§ **Task statement**: Every line from the start of the data through the line containing "display:grid; place-content:center; width:104px;" should be retyped exactly; the pictures should not.

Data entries
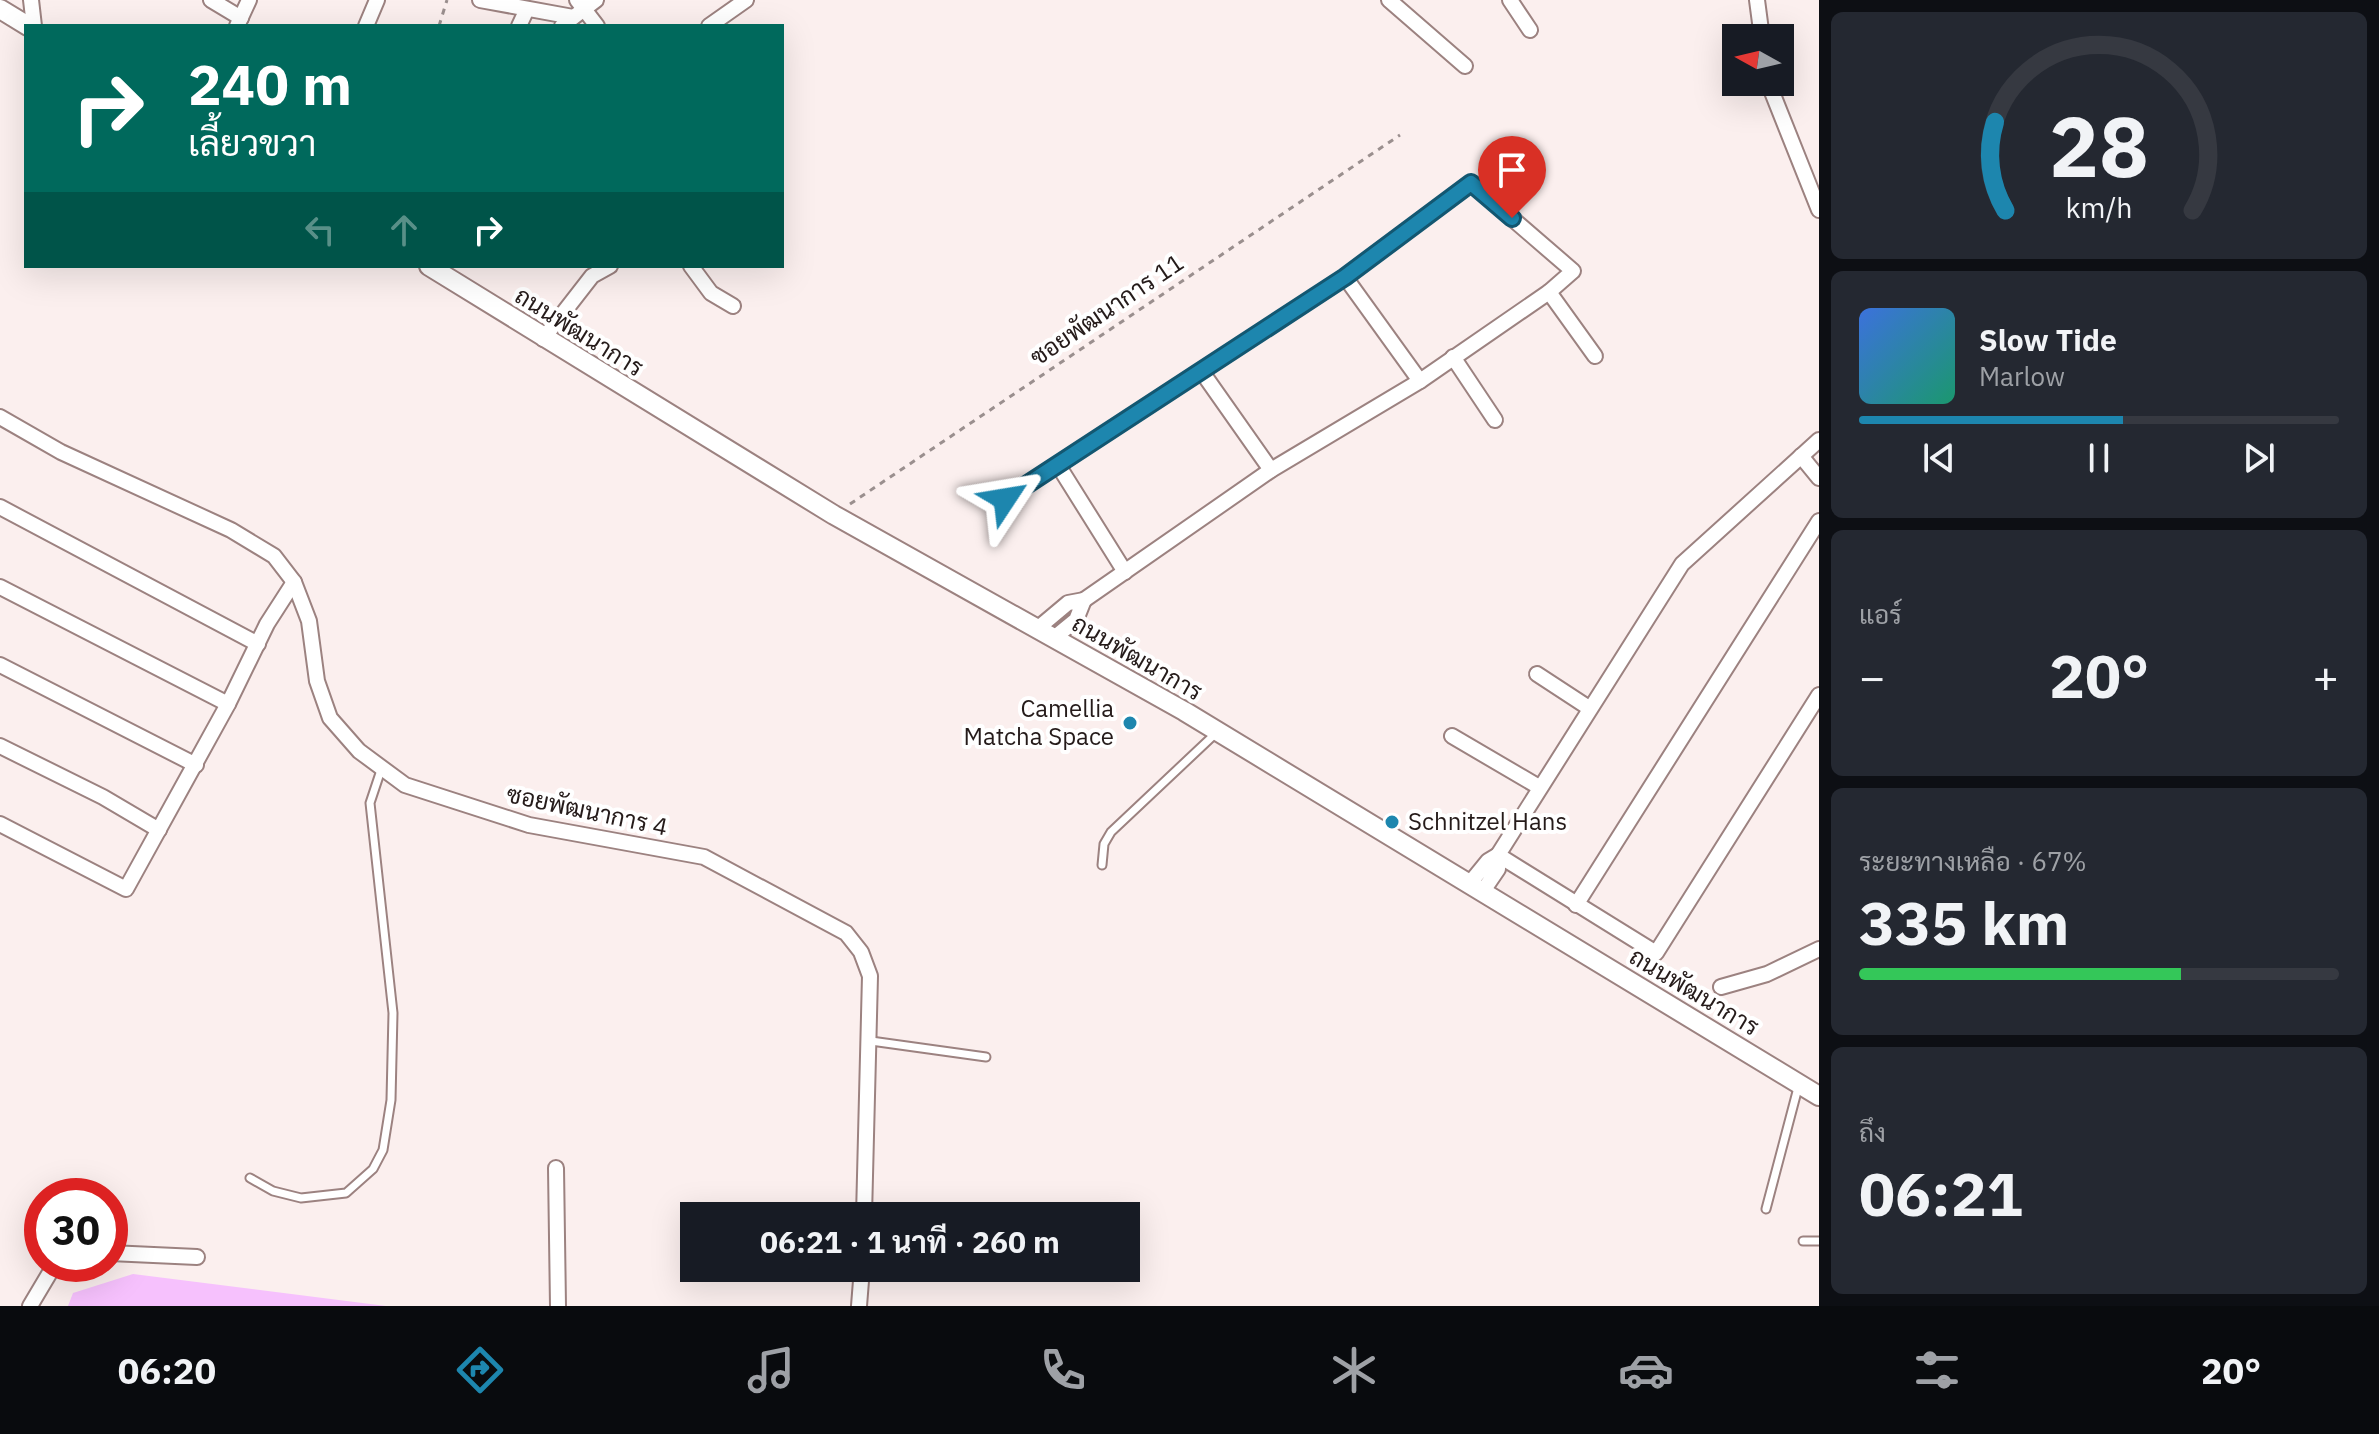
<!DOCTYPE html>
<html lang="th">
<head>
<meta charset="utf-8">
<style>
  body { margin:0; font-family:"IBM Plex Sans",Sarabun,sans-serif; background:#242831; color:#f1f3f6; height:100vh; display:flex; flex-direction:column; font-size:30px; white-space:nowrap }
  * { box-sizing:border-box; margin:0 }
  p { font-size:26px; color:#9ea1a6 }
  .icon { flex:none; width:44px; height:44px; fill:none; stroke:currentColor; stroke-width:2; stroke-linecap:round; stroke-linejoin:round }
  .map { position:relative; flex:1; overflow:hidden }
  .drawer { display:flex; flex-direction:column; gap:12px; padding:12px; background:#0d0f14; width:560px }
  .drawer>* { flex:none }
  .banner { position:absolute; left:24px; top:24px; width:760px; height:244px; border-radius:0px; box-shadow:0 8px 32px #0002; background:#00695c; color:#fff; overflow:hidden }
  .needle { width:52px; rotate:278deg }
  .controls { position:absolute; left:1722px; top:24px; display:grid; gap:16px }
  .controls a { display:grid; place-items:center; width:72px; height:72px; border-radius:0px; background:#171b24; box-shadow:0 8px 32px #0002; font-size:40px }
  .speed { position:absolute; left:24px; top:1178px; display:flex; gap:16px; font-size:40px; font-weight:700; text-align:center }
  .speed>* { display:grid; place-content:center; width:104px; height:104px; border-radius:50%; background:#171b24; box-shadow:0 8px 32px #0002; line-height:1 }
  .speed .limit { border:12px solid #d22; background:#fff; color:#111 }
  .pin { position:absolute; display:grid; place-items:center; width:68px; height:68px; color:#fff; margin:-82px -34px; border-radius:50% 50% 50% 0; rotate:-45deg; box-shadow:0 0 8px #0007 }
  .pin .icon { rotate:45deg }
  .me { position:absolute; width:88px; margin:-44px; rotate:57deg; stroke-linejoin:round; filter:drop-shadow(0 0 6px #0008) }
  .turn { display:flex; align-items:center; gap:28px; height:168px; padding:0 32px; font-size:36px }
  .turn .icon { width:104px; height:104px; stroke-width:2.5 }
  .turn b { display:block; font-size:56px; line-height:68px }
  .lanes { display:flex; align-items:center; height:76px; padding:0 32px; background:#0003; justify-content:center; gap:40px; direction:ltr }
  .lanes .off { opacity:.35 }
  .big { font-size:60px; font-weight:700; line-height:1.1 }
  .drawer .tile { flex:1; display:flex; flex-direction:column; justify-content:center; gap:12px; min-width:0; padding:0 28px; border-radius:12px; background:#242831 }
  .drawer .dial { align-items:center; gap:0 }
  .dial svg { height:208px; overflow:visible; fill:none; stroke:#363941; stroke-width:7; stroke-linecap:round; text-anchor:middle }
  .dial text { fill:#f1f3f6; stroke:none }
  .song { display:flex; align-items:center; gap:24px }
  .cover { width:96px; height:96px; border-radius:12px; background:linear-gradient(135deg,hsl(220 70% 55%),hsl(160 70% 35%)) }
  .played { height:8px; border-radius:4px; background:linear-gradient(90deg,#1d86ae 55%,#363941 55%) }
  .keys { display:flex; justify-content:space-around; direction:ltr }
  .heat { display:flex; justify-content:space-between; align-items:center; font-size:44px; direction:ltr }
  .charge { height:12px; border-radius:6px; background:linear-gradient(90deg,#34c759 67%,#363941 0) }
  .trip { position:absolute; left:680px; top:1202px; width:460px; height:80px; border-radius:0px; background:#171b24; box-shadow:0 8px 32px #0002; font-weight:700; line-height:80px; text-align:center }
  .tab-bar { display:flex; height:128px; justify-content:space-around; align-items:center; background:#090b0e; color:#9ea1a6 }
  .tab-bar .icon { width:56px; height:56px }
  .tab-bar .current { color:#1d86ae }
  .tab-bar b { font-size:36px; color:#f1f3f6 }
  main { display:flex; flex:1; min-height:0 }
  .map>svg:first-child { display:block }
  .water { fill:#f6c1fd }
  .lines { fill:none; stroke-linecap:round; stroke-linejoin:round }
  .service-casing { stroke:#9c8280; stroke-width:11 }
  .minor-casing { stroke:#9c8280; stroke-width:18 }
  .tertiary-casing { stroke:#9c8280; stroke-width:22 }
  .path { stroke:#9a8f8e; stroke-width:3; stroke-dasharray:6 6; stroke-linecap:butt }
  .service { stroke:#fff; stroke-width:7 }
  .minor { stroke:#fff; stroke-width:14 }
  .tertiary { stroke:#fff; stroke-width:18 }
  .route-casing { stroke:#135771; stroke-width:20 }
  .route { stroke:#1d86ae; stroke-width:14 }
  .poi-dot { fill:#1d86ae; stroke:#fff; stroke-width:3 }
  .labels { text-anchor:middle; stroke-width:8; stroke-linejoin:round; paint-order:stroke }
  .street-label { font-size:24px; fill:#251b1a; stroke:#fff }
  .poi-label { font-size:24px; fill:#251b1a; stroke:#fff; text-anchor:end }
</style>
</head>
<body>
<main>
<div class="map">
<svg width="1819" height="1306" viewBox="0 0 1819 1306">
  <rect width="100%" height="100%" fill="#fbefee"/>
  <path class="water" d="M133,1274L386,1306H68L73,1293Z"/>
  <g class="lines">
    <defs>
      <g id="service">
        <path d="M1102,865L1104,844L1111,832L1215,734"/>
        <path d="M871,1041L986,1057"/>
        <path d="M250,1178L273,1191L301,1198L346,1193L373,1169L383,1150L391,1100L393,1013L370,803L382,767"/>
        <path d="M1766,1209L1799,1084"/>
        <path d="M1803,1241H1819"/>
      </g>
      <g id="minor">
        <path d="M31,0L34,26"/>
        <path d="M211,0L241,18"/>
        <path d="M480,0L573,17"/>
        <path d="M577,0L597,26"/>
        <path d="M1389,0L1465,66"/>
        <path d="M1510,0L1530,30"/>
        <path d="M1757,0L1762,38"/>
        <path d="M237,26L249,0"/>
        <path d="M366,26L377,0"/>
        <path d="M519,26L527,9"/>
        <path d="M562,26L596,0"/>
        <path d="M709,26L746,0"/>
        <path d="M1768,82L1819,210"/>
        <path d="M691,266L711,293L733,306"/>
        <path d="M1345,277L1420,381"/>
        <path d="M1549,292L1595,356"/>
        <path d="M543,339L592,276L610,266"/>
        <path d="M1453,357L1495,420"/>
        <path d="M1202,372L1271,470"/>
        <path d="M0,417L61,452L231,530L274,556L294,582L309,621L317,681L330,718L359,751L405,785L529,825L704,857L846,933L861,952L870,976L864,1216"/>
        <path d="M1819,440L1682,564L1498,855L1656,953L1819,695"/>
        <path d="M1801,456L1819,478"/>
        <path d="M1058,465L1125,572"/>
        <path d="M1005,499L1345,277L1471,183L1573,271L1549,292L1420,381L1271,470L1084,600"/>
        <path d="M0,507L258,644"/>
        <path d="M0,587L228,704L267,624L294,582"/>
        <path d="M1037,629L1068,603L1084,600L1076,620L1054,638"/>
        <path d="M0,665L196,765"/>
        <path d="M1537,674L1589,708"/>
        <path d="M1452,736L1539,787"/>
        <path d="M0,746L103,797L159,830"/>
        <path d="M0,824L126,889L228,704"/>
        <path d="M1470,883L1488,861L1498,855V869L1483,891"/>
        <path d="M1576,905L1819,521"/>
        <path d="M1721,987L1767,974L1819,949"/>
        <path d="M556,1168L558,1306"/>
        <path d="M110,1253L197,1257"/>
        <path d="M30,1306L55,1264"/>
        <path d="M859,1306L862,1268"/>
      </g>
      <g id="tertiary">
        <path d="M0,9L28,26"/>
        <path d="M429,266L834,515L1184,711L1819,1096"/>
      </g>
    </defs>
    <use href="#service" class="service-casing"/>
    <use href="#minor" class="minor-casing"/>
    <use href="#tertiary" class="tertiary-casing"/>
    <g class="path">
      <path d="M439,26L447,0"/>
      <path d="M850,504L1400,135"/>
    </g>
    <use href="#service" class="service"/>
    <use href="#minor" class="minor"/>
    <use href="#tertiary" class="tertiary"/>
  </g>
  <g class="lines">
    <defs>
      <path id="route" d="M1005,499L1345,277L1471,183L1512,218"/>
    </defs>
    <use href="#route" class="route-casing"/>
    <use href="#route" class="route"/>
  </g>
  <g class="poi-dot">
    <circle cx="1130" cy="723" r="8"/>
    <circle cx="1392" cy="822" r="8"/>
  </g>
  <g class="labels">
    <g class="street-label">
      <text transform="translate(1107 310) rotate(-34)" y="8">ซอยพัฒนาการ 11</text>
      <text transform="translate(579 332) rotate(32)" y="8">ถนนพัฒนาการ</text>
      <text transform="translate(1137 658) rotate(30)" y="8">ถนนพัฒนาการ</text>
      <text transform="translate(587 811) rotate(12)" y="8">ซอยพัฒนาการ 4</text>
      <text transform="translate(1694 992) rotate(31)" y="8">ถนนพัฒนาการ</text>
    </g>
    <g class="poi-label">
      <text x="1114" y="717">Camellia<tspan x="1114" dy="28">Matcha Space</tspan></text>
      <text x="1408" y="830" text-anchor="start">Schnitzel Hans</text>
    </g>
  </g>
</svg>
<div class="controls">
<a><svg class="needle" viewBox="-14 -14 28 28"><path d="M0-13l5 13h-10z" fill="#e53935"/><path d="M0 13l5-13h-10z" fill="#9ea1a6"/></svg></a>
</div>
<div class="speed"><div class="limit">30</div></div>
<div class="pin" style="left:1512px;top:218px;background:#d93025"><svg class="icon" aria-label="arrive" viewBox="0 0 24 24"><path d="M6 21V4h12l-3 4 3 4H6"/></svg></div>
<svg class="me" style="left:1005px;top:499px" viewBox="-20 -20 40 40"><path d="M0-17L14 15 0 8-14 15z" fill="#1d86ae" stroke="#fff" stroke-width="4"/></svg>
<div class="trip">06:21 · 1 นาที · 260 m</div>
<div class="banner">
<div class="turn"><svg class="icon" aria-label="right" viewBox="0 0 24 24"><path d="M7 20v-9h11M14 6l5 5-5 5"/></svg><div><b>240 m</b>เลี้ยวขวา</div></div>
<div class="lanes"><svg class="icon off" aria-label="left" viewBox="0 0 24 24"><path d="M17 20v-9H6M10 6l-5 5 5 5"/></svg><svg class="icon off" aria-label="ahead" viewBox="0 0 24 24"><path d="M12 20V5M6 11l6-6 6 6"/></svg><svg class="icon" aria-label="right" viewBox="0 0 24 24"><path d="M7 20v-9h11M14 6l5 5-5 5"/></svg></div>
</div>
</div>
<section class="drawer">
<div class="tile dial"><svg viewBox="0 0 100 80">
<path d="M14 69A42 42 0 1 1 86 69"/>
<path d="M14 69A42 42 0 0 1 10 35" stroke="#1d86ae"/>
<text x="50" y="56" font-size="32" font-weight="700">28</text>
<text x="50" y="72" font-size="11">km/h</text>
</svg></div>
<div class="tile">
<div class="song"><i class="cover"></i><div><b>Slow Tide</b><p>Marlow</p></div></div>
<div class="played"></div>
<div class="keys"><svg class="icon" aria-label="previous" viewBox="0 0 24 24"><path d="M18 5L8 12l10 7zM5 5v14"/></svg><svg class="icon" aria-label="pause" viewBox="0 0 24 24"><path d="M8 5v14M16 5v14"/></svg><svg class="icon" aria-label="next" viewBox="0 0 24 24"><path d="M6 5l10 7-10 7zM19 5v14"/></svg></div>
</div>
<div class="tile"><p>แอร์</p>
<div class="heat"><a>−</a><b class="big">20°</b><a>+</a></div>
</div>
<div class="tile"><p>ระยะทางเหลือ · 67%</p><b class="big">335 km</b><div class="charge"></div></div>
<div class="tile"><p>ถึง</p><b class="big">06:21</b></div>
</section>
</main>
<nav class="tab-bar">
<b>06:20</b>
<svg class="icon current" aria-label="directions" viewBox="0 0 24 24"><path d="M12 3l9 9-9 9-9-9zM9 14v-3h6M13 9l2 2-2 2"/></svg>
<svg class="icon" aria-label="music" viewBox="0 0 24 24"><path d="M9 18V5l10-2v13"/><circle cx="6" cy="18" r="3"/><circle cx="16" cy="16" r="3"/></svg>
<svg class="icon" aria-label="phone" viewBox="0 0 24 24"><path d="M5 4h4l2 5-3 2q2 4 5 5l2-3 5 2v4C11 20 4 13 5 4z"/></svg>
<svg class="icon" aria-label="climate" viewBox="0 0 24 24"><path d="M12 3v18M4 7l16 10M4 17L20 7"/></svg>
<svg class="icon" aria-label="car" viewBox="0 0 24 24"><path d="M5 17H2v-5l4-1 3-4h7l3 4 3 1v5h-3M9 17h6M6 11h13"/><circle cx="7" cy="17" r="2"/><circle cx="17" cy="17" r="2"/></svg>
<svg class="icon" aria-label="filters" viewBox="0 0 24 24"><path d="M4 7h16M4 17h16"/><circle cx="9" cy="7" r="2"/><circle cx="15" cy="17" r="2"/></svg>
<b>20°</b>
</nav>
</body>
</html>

§ **Response box**:
<!DOCTYPE html>
<html lang="th">
<head>
<meta charset="utf-8">
<style>
  body { margin:0; font-family:"IBM Plex Sans",Sarabun,sans-serif; background:#242831; color:#f1f3f6; height:100vh; display:flex; flex-direction:column; font-size:30px; white-space:nowrap }
  * { box-sizing:border-box; margin:0 }
  p { font-size:26px; color:#9ea1a6 }
  .icon { flex:none; width:44px; height:44px; fill:none; stroke:currentColor; stroke-width:2; stroke-linecap:round; stroke-linejoin:round }
  .map { position:relative; flex:1; overflow:hidden }
  .drawer { display:flex; flex-direction:column; gap:12px; padding:12px; background:#0d0f14; width:560px }
  .drawer>* { flex:none }
  .banner { position:absolute; left:24px; top:24px; width:760px; height:244px; border-radius:0px; box-shadow:0 8px 32px #0002; background:#00695c; color:#fff; overflow:hidden }
  .needle { width:52px; rotate:278deg }
  .controls { position:absolute; left:1722px; top:24px; display:grid; gap:16px }
  .controls a { display:grid; place-items:center; width:72px; height:72px; border-radius:0px; background:#171b24; box-shadow:0 8px 32px #0002; font-size:40px }
  .speed { position:absolute; left:24px; top:1178px; display:flex; gap:16px; font-size:40px; font-weight:700; text-align:center }
  .speed>* { display:grid; place-content:center; width:104px; height:104px; border-radius:50%; background:#171b24; box-shadow:0 8px 32px #0002; line-height:1 }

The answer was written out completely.